Baca juga: Seret Air Bersih di Kawasan Resapan Air
Kalau melihat catatan lembaga lain, masih ada pekerjaan rumah bagi DKI Jakarta beberapa tahun terakhir soal reformasi birokrasi. Ini menjadi pekerjaan rumah bagi penjabat DKI Jakarta atau gubernur setelah 2024 nantinya. (Herman N Suparman)
Adapun aplikasi Jaki yang baru muncul pada 2019 kini semakin banyak digunakan. Sepanjang 2022 sampai 7 Oktober, sebanyak 94,7 persen aduan masyarakat dilaporkan melalui aplikasi terintegrasi tersebut. Angka ini bertumbuh dari hanya 80 persen dari total laporan yang dibuat warga pada 2021.
Kanal pelaporan di aplikasi Jaki, menurut Yudhistira, berbeda dengan aplikasi pendahulunya yang dikenal sebagai Qlue. Aplikasi yang dibuat dan dipakai Jakarta sejak 2014 itu mengarahkan sistem pengaduan masyarakat untuk menyesuaikan teknologi yang dibuat.
Sebaliknya, Jaki dibentuk sesuai kebutuhan interaksi pemerintah dan masyarakat. Melalui Jaki, masyarakat bisa membuat laporan berbasis foto, keterangan, dan lokasi dengan jaminan perlindungan identitas pelapor. Laporan yang masuk ke kelurahan akan diteruskan ke organisasi penyelenggara daerah (OPD) terkait untuk ditindaklanjuti.
Tindak lanjut laporan terverifikasi memiliki batas waktu pengerjaan tertentu.
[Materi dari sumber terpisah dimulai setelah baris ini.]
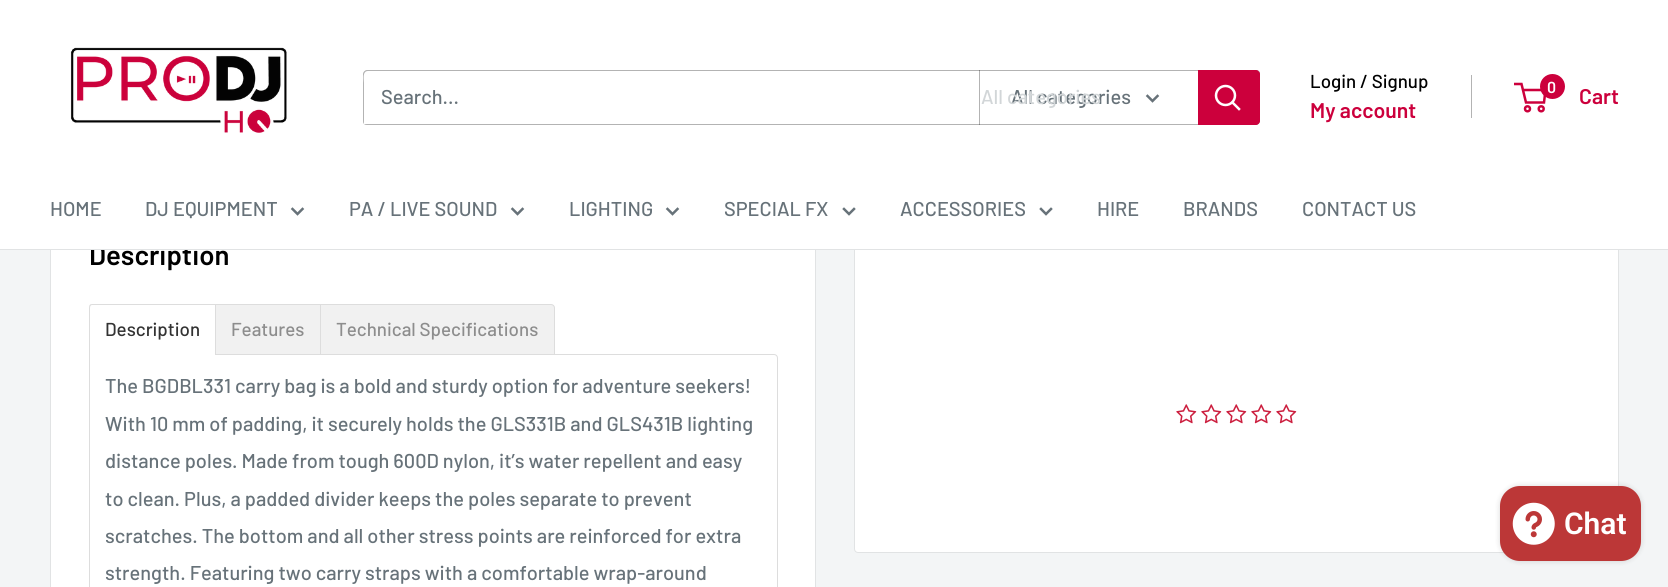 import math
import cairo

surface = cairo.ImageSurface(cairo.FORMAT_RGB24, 1668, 587)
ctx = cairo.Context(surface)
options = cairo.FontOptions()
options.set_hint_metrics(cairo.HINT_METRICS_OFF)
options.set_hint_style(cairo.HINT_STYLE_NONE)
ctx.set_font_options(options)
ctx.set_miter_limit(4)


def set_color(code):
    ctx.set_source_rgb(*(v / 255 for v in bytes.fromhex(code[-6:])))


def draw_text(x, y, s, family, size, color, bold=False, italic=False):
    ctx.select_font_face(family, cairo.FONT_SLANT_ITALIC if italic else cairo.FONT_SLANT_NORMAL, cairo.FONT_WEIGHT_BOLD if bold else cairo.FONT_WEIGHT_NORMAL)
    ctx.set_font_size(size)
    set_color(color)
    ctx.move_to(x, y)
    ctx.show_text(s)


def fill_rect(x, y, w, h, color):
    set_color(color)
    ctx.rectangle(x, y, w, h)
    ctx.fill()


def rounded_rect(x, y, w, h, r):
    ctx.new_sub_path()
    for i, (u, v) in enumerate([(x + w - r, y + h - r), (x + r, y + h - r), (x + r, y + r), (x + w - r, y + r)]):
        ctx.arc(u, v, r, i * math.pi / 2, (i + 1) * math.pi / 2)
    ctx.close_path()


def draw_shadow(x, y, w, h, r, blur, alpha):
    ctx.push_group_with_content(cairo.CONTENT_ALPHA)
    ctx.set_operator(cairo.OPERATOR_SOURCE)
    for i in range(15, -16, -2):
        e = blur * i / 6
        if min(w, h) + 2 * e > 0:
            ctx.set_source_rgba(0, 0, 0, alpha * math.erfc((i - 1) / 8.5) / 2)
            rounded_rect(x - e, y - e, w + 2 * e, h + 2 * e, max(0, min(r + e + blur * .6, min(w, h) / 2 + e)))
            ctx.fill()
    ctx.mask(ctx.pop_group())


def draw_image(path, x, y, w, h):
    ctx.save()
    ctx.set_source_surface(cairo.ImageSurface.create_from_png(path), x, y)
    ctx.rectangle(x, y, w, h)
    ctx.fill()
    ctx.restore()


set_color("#f3f5f6")
ctx.paint()
fill_rect(51, 250, 764, 337, "#ffffff")
ctx.rectangle(50.5, 195.5, 765, 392)
set_color("#e1e3e4")
ctx.set_line_width(1)
ctx.stroke()
draw_text(89, 265, "Description", "Barlow SemiBold", 27.5, "#000000")
set_color("#ffffff")
rounded_rect(854.5, -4.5, 764, 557, 3.5)
ctx.fill_preserve()
set_color("#e1e3e4")
ctx.stroke()
fill_rect(0, 0, 1668, 249, "#ffffff")
draw_image("assets/img1.png", 70, 47, 217, 86)
set_color("#b3b3b3")
ctx.new_path()
ctx.move_to(364, 124)
ctx.curve_to(365, 125, 366, 125, 367, 125)
ctx.line_to(1256, 125)
ctx.curve_to(1258, 125, 1260, 123, 1260, 121)
ctx.line_to(1260, 74)
ctx.curve_to(1260, 73, 1260, 72, 1259, 71)
ctx.line_to(1259, 112)
ctx.curve_to(1259, 114, 1261, 124, 1255, 124)
ctx.close_path()
ctx.fill()
ctx.new_path()
ctx.move_to(368, 71)
ctx.line_to(1259, 71)
ctx.curve_to(1258, 70, 1257, 70, 1256, 70)
ctx.line_to(367, 70)
ctx.curve_to(365, 70, 363, 72, 363, 74)
ctx.line_to(363, 121)
ctx.curve_to(363, 122, 363, 123, 364, 124)
ctx.line_to(364, 83)
ctx.curve_to(364, 80, 362, 71, 368, 71)
ctx.close_path()
ctx.fill()
draw_text(381, 104, "Search...", "Barlow Medium", 20, "#677279")
ctx.set_source_rgba(0, 0, 0, 0.3)
ctx.rectangle(979, 70, 1, 55)
ctx.fill()
draw_text(1011, 104, "All categories", "Barlow Medium", 20, "#677279")
draw_text(981, 104, "All categories", "Barlow Medium", 20, "#d2d6d8")
ctx.new_path()
ctx.move_to(1157.5, 96)
ctx.line_to(1152.5, 101)
ctx.line_to(1147.5, 96)
set_color("#677279")
ctx.set_line_width(2.5)
ctx.set_line_cap(cairo.LINE_CAP_SQUARE)
ctx.stroke()
set_color("#cc003c")
ctx.new_path()
ctx.move_to(1198, 70)
ctx.line_to(1256, 70)
ctx.curve_to(1258, 70, 1260, 72, 1260, 74)
ctx.line_to(1260, 121)
ctx.curve_to(1260, 123, 1258, 125, 1256, 125)
ctx.line_to(1198, 125)
ctx.close_path()
ctx.fill()
ctx.new_path()
ctx.move_to(1239, 109)
ctx.line_to(1232.5, 102.5)
set_color("#ffffff")
ctx.stroke()
ctx.arc(1225.5, 95.5, 9.5, 0, 2 * math.pi)
ctx.set_line_cap(cairo.LINE_CAP_BUTT)
ctx.stroke()
draw_text(1310, 88, "Login / Signup", "Barlow Medium", 18.75, "#000000")
fill_rect(1471, 75, 1, 43, "#b3b3b3")
draw_text(1310, 118, "My account", "Barlow SemiBold", 21.25, "#cc003c")
ctx.new_path()
ctx.arc(1527.5, 108.8, 2.5, 0, 2 * math.pi)
ctx.stroke()
ctx.arc(1541.2, 108.8, 2.5, 0, 2 * math.pi)
ctx.stroke()
ctx.new_path()
ctx.move_to(1523, 90)
ctx.line_to(1545.5, 90)
ctx.line_to(1544, 102.5)
ctx.line_to(1526, 102.5)
ctx.line_to(1521.5, 84)
ctx.line_to(1514, 84)
ctx.stroke()
ctx.arc(1552.5, 86.5, 12.5, 0, 2 * math.pi)
ctx.fill()
draw_text(1547, 93, "0", "Barlow SemiBold", 16, "#ffffff")
draw_text(1579, 104, "Cart", "Barlow SemiBold", 21.25, "#cc003c")
fill_rect(0, 249, 1668, 1, "#e1e3e4")
draw_text(50, 216, "HOME", "Barlow Medium", 20, "#677279")
draw_text(145, 216, "DJ EQUIPMENT", "Barlow Medium", 20, "#677279")
ctx.new_path()
ctx.move_to(302.5, 209)
ctx.line_to(297.5, 214)
ctx.line_to(292.5, 209)
ctx.set_line_cap(cairo.LINE_CAP_SQUARE)
ctx.stroke()
draw_text(349, 216, "PA / LIVE SOUND", "Barlow Medium", 20, "#677279")
ctx.new_path()
ctx.move_to(522.5, 209)
ctx.line_to(517.5, 214)
ctx.line_to(512.5, 209)
ctx.stroke()
draw_text(569, 216, "LIGHTING", "Barlow Medium", 20, "#677279")
ctx.new_path()
ctx.move_to(677.5, 209)
ctx.line_to(672.5, 214)
ctx.line_to(667.5, 209)
ctx.stroke()
draw_text(724, 216, "SPECIAL FX", "Barlow Medium", 20, "#677279")
ctx.new_path()
ctx.move_to(854, 209)
ctx.line_to(849, 214)
ctx.line_to(844, 209)
ctx.stroke()
draw_text(900, 216, "ACCESSORIES", "Barlow Medium", 20, "#677279")
ctx.new_path()
ctx.move_to(1051, 209)
ctx.line_to(1046, 214)
ctx.line_to(1041, 209)
ctx.stroke()
draw_text(1097, 216, "HIRE", "Barlow Medium", 20, "#677279")
draw_text(1183, 216, "BRANDS", "Barlow Medium", 20, "#677279")
draw_text(1302, 216, "CONTACT US", "Barlow Medium", 20, "#677279")
ctx.new_path()
ctx.move_to(89.5, 354.5)
ctx.line_to(774, 354.5)
ctx.curve_to(776, 354.5, 777.5, 356, 777.5, 358)
ctx.line_to(777.5, 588)
ctx.curve_to(777.5, 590, 776, 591.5, 774, 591.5)
ctx.line_to(93, 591.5)
ctx.curve_to(91, 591.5, 89.5, 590, 89.5, 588)
ctx.close_path()
set_color("#dddddd")
ctx.set_line_width(1)
ctx.set_line_cap(cairo.LINE_CAP_BUTT)
ctx.stroke()
set_color("#ffffff")
ctx.new_path()
ctx.move_to(92.5, 305)
ctx.line_to(215, 305)
ctx.line_to(215, 355)
ctx.line_to(90, 355)
ctx.line_to(90, 307.5)
ctx.curve_to(90, 306, 91, 305, 92.5, 305)
ctx.close_path()
ctx.fill()
set_color("#dddddd")
ctx.set_fill_rule(cairo.FILL_RULE_EVEN_ODD)
ctx.new_path()
ctx.move_to(92, 304)
ctx.line_to(216, 304)
ctx.line_to(216, 355)
ctx.line_to(89, 355)
ctx.line_to(89, 308)
ctx.curve_to(89, 305, 90, 304, 92, 304)
ctx.close_path()
ctx.move_to(92, 305)
ctx.line_to(215, 305)
ctx.line_to(215, 355)
ctx.line_to(90, 355)
ctx.line_to(90, 308)
ctx.curve_to(90, 306, 91, 305, 92, 305)
ctx.close_path()
ctx.fill()
draw_text(105, 336, "Description", "Barlow Medium", 18.75, "#333333")
fill_rect(216, 305, 104, 49, "#f1f1f1")
fill_rect(216, 304, 104, 1, "#dddddd")
draw_text(231, 336, "Features", "Barlow Medium", 18.75, "#8d8d8d")
set_color("#f1f1f1")
ctx.new_path()
ctx.move_to(320.5, 304.5)
ctx.line_to(551, 304.5)
ctx.curve_to(553, 304.5, 554.5, 306, 554.5, 308)
ctx.line_to(554.5, 354.5)
ctx.line_to(320.5, 354.5)
ctx.close_path()
ctx.fill_preserve()
set_color("#dddddd")
ctx.stroke()
draw_text(336, 336, "Technical Specifications", "Barlow Medium", 18.75, "#8d8d8d")
draw_text(105, 393, "The BGDBL331 carry bag is a bold and sturdy option for adventure seekers!", "Barlow Medium", 20, "#677279")
draw_text(105, 431, "With 10 mm of padding, it securely holds the GLS331B and GLS431B lighting", "Barlow Medium", 20, "#677279")
draw_text(105, 468, "distance poles. Made from tough 600D nylon, it’s water repellent and easy", "Barlow Medium", 20, "#677279")
draw_text(105, 506, "to clean. Plus, a padded divider keeps the poles separate to prevent", "Barlow Medium", 20, "#677279")
draw_text(105, 543, "scratches. The bottom and all other stress points are reinforced for extra", "Barlow Medium", 20, "#677279")
draw_text(105, 580, "strength. Featuring two carry straps with a comfortable wrap-around", "Barlow Medium", 20, "#677279")
draw_image("assets/img2.png", 1176, 404, 21, 20)
draw_image("assets/img2.png", 1201, 404, 21, 20)
draw_image("assets/img2.png", 1226, 404, 21, 20)
draw_image("assets/img2.png", 1251, 404, 21, 20)
draw_image("assets/img2.png", 1276, 404, 21, 20)
set_color("#000000")
draw_shadow(1500, 486, 141, 75, 20, 3, 0.15)
set_color("#bc3737")
rounded_rect(1500, 486, 141, 75, 20)
ctx.fill()
draw_image("assets/img3.png", 1512, 502, 43, 43)
draw_text(1564, 534, "Chat", "Roboto SemiBold", 30, "#ffffff")
surface.write_to_png("output.png")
Jika laporan sudah dikerjakan, Biro Tata Pemerintahan Sekretaris Daerah DKI Jakarta akan mengecek hasilnya melalui pembandingan data sebelum dinyatakan selesai. Jika selesai, masyarakat pun masih bisa memberi peringkat penilaian pada hasil penanganan laporan sebagai evaluasi.
”Jadi, CRM sudah dibangun end-to-end, dari segi teknologi, proses, orangnya. Dari segi teknologi, kita kembangkan platform. Dari segi orang kita edukasi warga dan petugas. Di segi proses, ini dikuatkan dengan peraturan gubernur dan instruksi sekda agar masuk dalam perjanjian kinerja pemerintah,” ujarnya.
Disinsentif
Pada September 2017, Gubernur DKI Jakarta Djarot Saiful Hidayat meneken Peraturan Gubernur DKI Jakarta Nomor 128 Tahun 2017 tentang Penyelenggaraan Penanganan Pengaduan Masyarakat Melalui Aplikasi Citizen Relation Management.
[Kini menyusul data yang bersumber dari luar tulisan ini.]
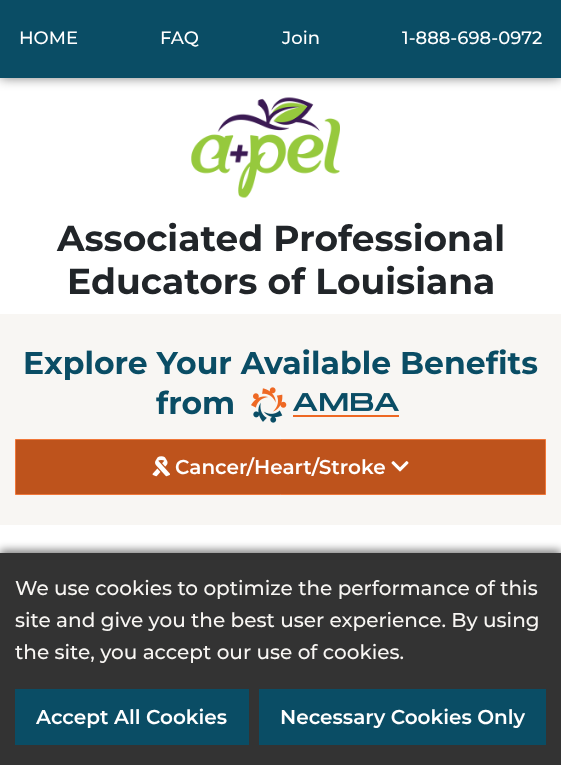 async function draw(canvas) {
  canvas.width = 561;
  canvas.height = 765;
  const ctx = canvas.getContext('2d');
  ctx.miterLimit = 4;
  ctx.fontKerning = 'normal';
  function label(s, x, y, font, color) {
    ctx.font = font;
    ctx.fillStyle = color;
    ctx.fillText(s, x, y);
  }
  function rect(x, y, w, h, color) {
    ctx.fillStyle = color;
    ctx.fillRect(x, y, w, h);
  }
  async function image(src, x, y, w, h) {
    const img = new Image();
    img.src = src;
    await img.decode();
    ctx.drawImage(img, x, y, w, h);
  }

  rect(0, 0, 561, 765, '#fff');
  ctx.fillStyle = '#00000080';
  ctx.filter = 'blur(6px)';
  ctx.beginPath();
  ctx.rect(0, 0, 561, 78);
  ctx.fill();
  ctx.filter = 'none';
  rect(0, 0, 561, 78, '#0a4d65');
  label('HOME', 19, 44, '500 18px Montserrat', '#fff');
  label('FAQ', 160, 44, '500 18px Montserrat', '#fff');
  label('Join', 282, 44, '500 18px Montserrat', '#fff');
  label('1-888-698-0972', 402, 44, '500 18px Montserrat', '#fff');
  await image('assets/img1.png', 191, 97, 149, 101);
  label('Associated Professional', 57, 251, 'bold 36px Montserrat', '#212529');
  label('Educators of Louisiana', 67, 294, 'bold 36px Montserrat', '#212529');
  rect(0, 314, 561, 211, '#f8f6f3');
  label('Explore Your Available Benefits', 23, 374, 'bold 31.5px Montserrat', '#0a4d65');
  label('from', 156, 414, 'bold 31.5px Montserrat', '#0a4d65');
  await image('assets/img2.png', 251, 387, 148, 36);
  ctx.fillStyle = '#be531c';
  ctx.beginPath();
  ctx.rect(15.5, 439.5, 530, 55);
  ctx.fill();
  ctx.strokeStyle = '#f07739';
  ctx.stroke();
  await image('assets/img3.png', 152, 456, 18, 21);
  label('Cancer/Heart/Stroke', 175, 474, '600 20px Montserrat', '#fff');
  await image('assets/img4.png', 391, 461, 18, 11);
  ctx.fillStyle = '#00000080';
  ctx.filter = 'blur(4px)';
  ctx.beginPath();
  ctx.rect(0, 550, 561, 213);
  ctx.fill();
  ctx.filter = 'none';
  rect(0, 553, 561, 212, '#333');
  label('We use cookies to optimize the performance of this', 15, 595, '500 20px Montserrat', '#f8f6f3');
  label('site and give you the best user experience. By using', 15, 627, '500 20px Montserrat', '#f8f6f3');
  label('the site, you accept our use of cookies.', 15, 659, '500 20px Montserrat', '#f8f6f3');
  rect(15, 689, 234, 56, '#0a4d65');
  label('Accept All Cookies', 36, 724, '600 20px Montserrat', '#fff');
  rect(259, 689, 287, 56, '#0a4d65');
  label('Necessary Cookies Only', 280, 724, '600 20px Montserrat', '#fff');
}

draw(document.querySelector('canvas'));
Kebijakan ini membuat pemerintah tidak bisa sembarangan mengabaikan laporan masyarakat. Usaha tindak lanjut dan waktu penyelesaian pengaduan oleh pemerintah yang buruk pada sistem CRM bisa memengaruhi penilaian dan tunjangan kinerja mereka.
Nurul Huda, Lurah Gelora, Kecamatan Tanah Abang, Jakarta Pusat, mengatakan, saat ini mereka harus lebih cepat menyelesaikan laporan pengaduan. Laporan yang masuk melalui platform digital, seperti Jaki, pun membuat pemantauan bisa dilakukan kapan dan di mana saja.
”Pas zaman Qlue harus cepat. Sekarang harus lebih cepat lagi, kan, ada punishment juga. Kita cepat-cepat. Jadi, kadang saya baru naik ranjang, baru mau tidur, ting! Tiba-tiba ada notifikasi laporan, langsung koordinasi. Kalau soal sampah, pohon tumbang, harus langsung dikerjain hari itu juga,” tuturnya.
Berlakunya pengurangan tunjangan sebagai hukuman dari rendahnya pelayanan pengaduan masyarakat berlaku sejak Oktober 2018. Menurut data JSC, aturan itu membuat rata-rata waktu penyelesaian laporan lebih singkat dibandingkan sebelumnya.
Baca juga : Tugas Penjabat Gubernur DKI
Direktur Eksekutif Komite Pemantauan Pelaksanaan Otonomi Daerah Herman N Suparman mengapresiasi transformasi layanan pengaduan oleh Pemerintah Provinsi DKI Jakarta. Menurutnya, Jakarta sudah cukup agresif menggunakan platform digital dalam memberikan pelayanan publik maupun tata kelola pemerintahan.
Meski demikian, menurut dia, para OPD tidak boleh hanya mengacu kepada kecepatan, melainkan kualitas layanan. Untuk itu, kualitas para birokrat pun perlu terjamin guna meningkatkan kepercayaan masyarakat dan memaksimalkan kualitas layanan dengan teknologi yang sudah baik.
Berdasarkan Survei Evaluasi Layanan Pengaduan Pemprov DKI Jakarta 2019 oleh Dinas Komunikasi dan Informatika DKI Jakarta, tingkat kepuasan masyarakat berada dalam kategori baik dengan indeks 3,09 dari skala 4.
Survei itu dilakukan terhadap 420 responden yang merupakan warga ber-KTP Jakarta. Masyarakat mengaku lebih puas karena mereka tidak dikenai biaya saat melapor (skor 3,22). Sementara itu, kepuasan masyarakat lebih rendah atau hanya berkategori cukup pada indikator perilaku petugas (3,04) dan persyaratan (2,96).
”Kalau melihat catatan lembaga lain, masih ada pekerjaan rumah bagi DKI Jakarta beberapa tahun terakhir soal reformasi birokrasi. Ini menjadi pekerjaan rumah bagi penjabat DKI Jakarta atau gubernur setelah 2024 nantinya,” katanya.
Arah pengembangan sistem CRM di Jakarta memang terlihat sudah membentuk budaya para birokrat yang dahulu dikenal lamban. Namun, tidak hanya berpatokan pada kecepatan, para pelayan publik juga harus mengedepankan penuntasan tugas yang berbasis kualitas. Sebuah pesan tegas kepada penjabat gubernur DKI yang segera bertugas 17 Oktober nanti.